We next assessed the myeloablative potential of both 41BB-CD123 and CD28-CD123 CARTs in vivo using xenograft models of human hematopoietic reconstitution. In an initial set of experiments, sublethally irradiated NSG mice were reconstituted with 0.1×10⁶ CD34+ HSPCs, and 6 weeks later, when human multilineage engraftment was established, mice received 3×10⁶ 41BB-CD123, CD28-CD123 CARTs or MOCK T-cells (figure 3E). Human engraftment was biweekly analyzed in PB (figure 3F) and BM (figure 3G) over 6 weeks. MOCK T-cell-treated mice consistently showed increased myeloid (HLA-ABC +CD45+CD123+CD33+), B-lymphoid (HLA-ABC+CD45+CD123 CD19+) and immature (HLA-ABC+CD45+CD34+) hematopoietic engraftment than that observed on the day of CART infusion. In contrast, both 41BB-CD123 and CD28-CD123 CART-treated mice showed an impaired multilineage engraftment in both PB and BM (figure 3F). However, in this xenograft model of existing hematopoiesis, CD28-based CD123 CARTs proved less myeloablative than 41BB-CD123 CARTs.

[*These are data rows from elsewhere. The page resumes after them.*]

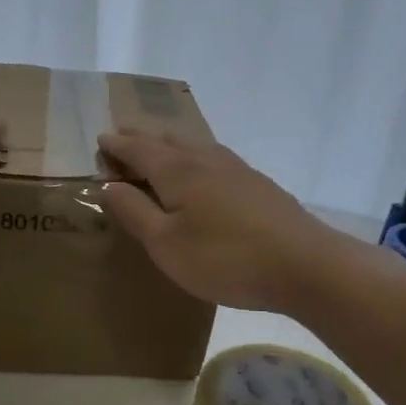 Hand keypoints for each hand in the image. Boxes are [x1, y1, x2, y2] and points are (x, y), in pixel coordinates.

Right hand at [97, 131, 343, 312]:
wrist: (304, 265)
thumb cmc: (224, 258)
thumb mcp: (166, 244)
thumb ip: (134, 212)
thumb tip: (108, 184)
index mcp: (177, 171)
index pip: (139, 149)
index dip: (117, 144)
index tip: (101, 139)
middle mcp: (206, 160)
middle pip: (168, 141)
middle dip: (142, 139)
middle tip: (124, 140)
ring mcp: (237, 170)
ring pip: (195, 147)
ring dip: (171, 146)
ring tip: (159, 152)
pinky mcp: (259, 185)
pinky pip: (215, 160)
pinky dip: (195, 159)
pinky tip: (205, 175) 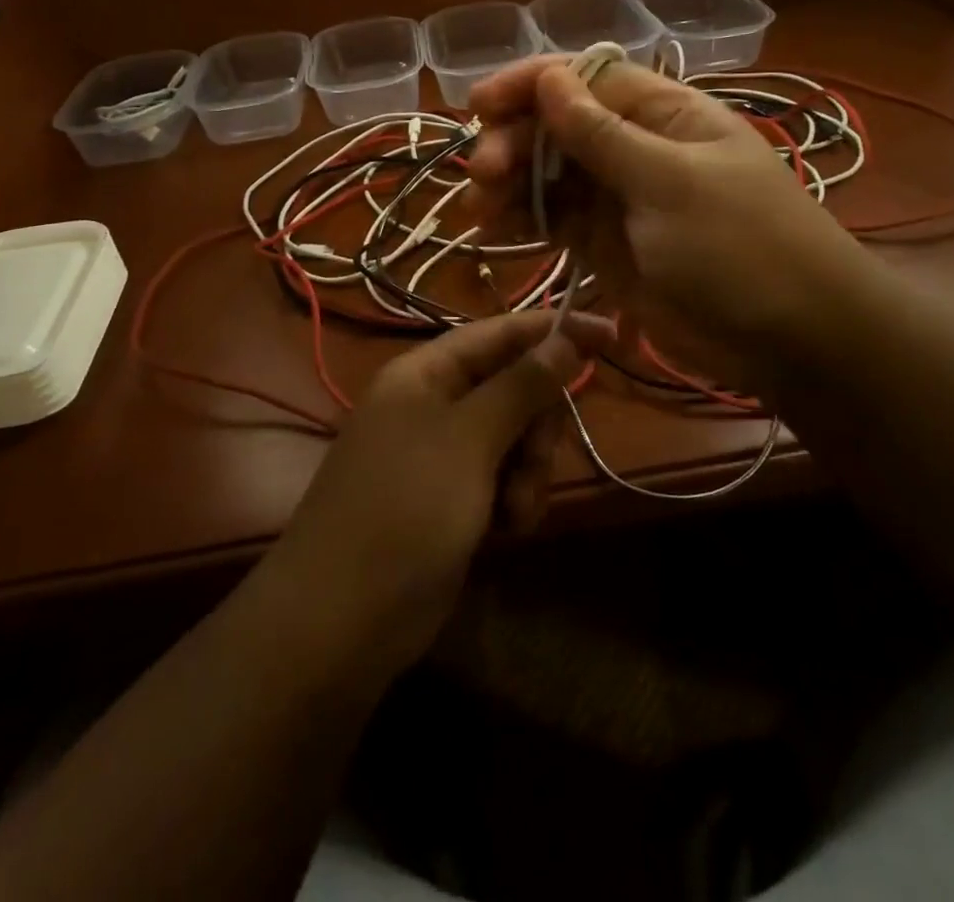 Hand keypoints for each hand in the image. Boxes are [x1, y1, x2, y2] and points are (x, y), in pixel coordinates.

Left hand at [267, 310, 612, 672]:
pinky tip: (508, 531)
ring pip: (513, 437)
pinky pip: (501, 478)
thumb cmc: (404, 511)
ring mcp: (441, 454)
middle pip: (513, 387)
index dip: (554, 330)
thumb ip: (520, 386)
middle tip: (534, 462)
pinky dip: (513, 499)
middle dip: (537, 425)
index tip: (612, 335)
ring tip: (517, 512)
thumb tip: (563, 337)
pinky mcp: (450, 499)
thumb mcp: (469, 440)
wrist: (341, 622)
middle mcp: (432, 404)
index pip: (500, 333)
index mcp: (425, 373)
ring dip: (529, 471)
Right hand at [466, 56, 871, 393]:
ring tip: (477, 210)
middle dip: (515, 143)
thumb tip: (550, 77)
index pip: (586, 79)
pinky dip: (522, 224)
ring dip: (508, 186)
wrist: (793, 340)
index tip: (479, 106)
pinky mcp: (607, 246)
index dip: (530, 84)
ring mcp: (620, 200)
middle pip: (558, 128)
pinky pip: (555, 223)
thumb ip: (602, 134)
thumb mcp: (670, 182)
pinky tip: (491, 233)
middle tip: (484, 175)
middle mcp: (637, 148)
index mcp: (664, 114)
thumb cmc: (740, 246)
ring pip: (549, 177)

Next, we assessed the capacity of both CD123 CARTs in preventing de novo establishment of normal hematopoiesis by transplanting sublethally irradiated NSG mice with CD34+ HSPC and either 41BB-CD123, CD28-CD123 CARTs or MOCK T-cells 1 day after (figure 3H). Long-term multilineage human engraftment was found in both PB and BM in MOCK T-cell-treated mice; however, human hematopoiesis was barely reconstituted in both 41BB-CD123 and CD28-CD123 CART-treated mice (figure 3I), indicating that both 41BB-CD123 and CD28-CD123 CARTs prevent healthy hematopoietic reconstitution.

Finally, to further characterize the myeloablative effects of CD123 CARTs, we exposed total CD34+ HSPCs to either CD123 CARTs or MOCK T-cells for 48 hours at 1:1 E:T ratio, and quantified afterwards whether the myeloablative effects were CD34+ subset-specific (figures 3A, 4A). We found a significant loss of both immature/early HSPCs (CD34 ++CD133+CD90+) and myeloid progenitors (CD34 +CD13+CD71 low), while B-cell progenitors (CD34 +CD19+CD13-CD71−) and erythroid progenitors (CD34+CD71+CD13 low) were unaffected by CD123 CARTs exposure (figure 4A). Of note, CD123 CART-mediated cytotoxicity correlated well with the expression levels of CD123 in the different CD34+ subsets (figure 4C). Collectively, our results suggest that CD123 CARTs ablate human hematopoiesis by targeting both early/immature HSPCs and myeloid progenitors.